About this exercise: The data below should be copied out exactly, with its pictures omitted.
[Dataset excerpt — start]
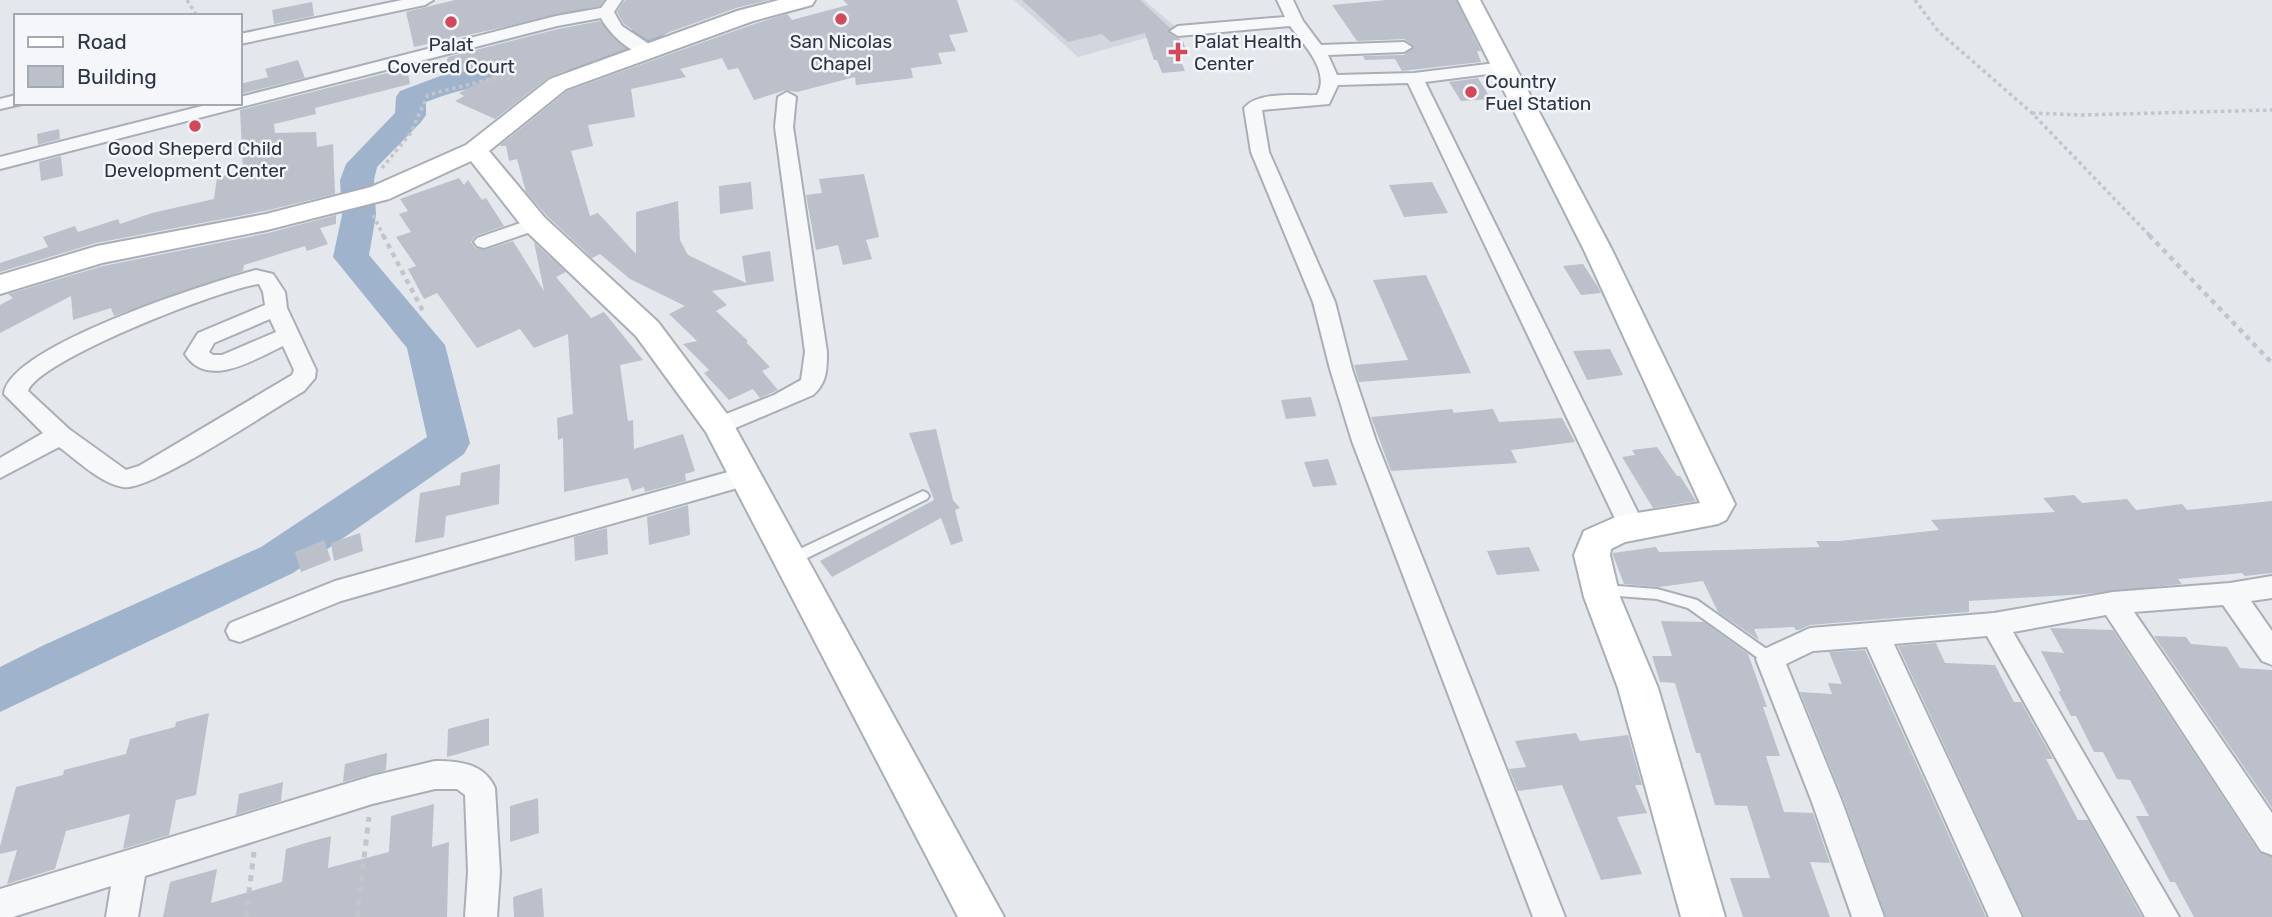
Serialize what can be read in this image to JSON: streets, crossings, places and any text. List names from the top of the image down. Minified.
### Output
{"places":{"other":["San Nicolas Chapel","Palat Covered Court","Country Fuel Station","Good Sheperd Child Development Center"],"health":["Palat Health Center"]},"legend":["Road","Building"]}
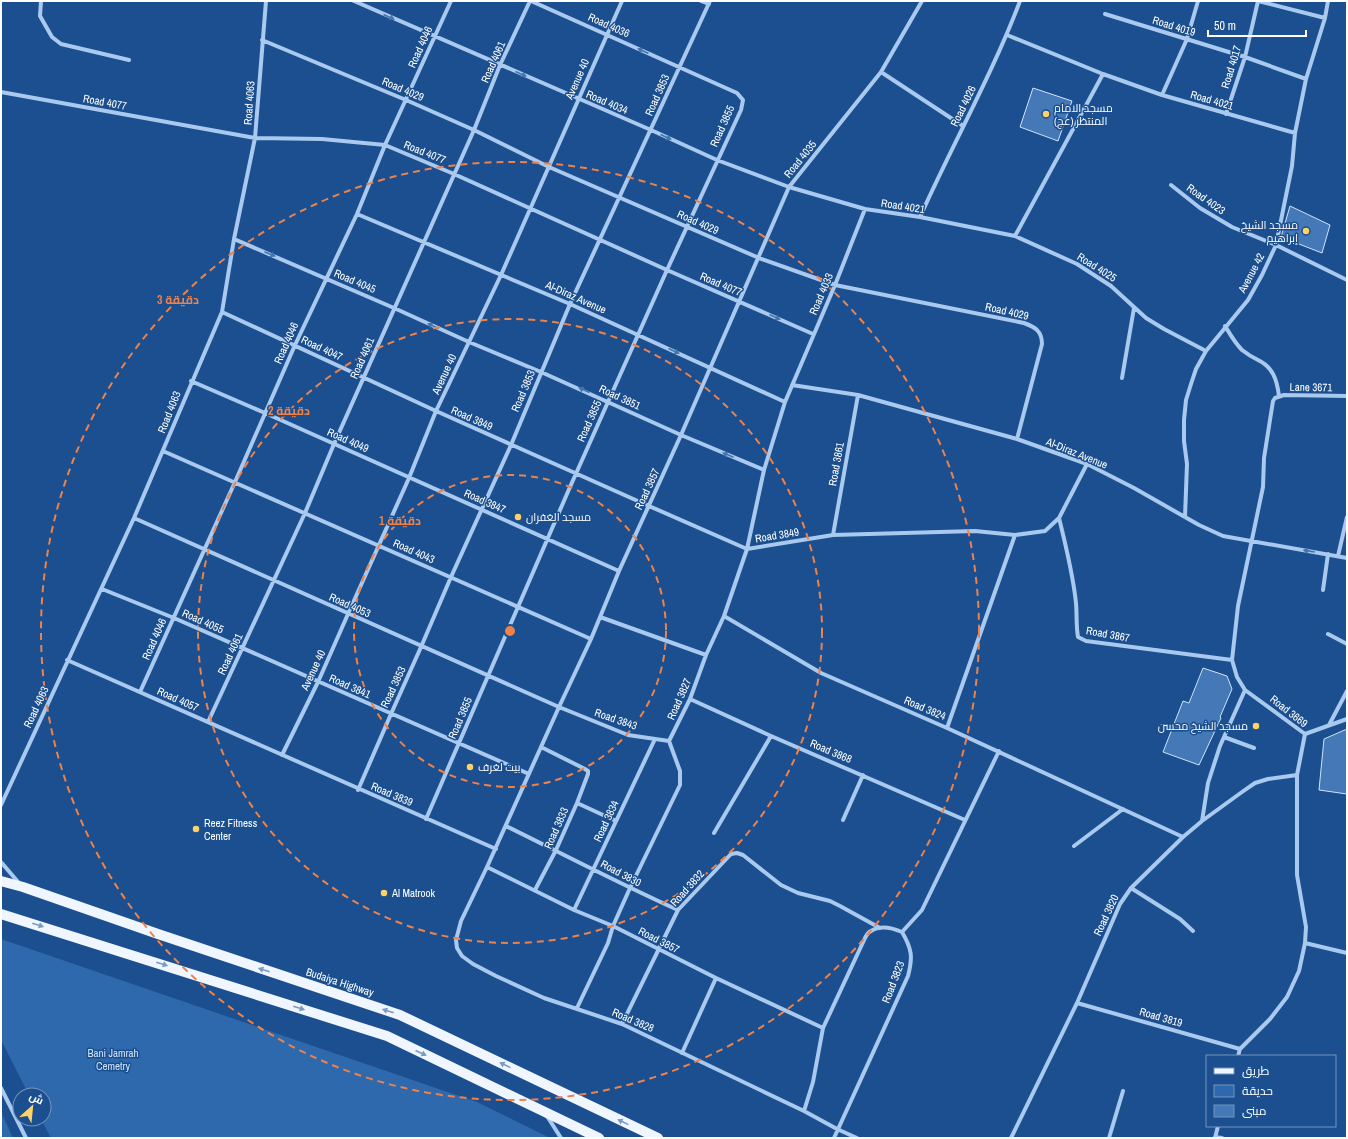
[Dataset excerpt — finish]
Task result:
Serialize what can be read in this image to JSON: streets, crossings, places and any text. List names from the top of the image down. Minified.
### Output
{"places":{"other":["San Nicolas Chapel","Palat Covered Court","Country Fuel Station","Good Sheperd Child Development Center"],"health":["Palat Health Center"]},"legend":["Road","Building"]}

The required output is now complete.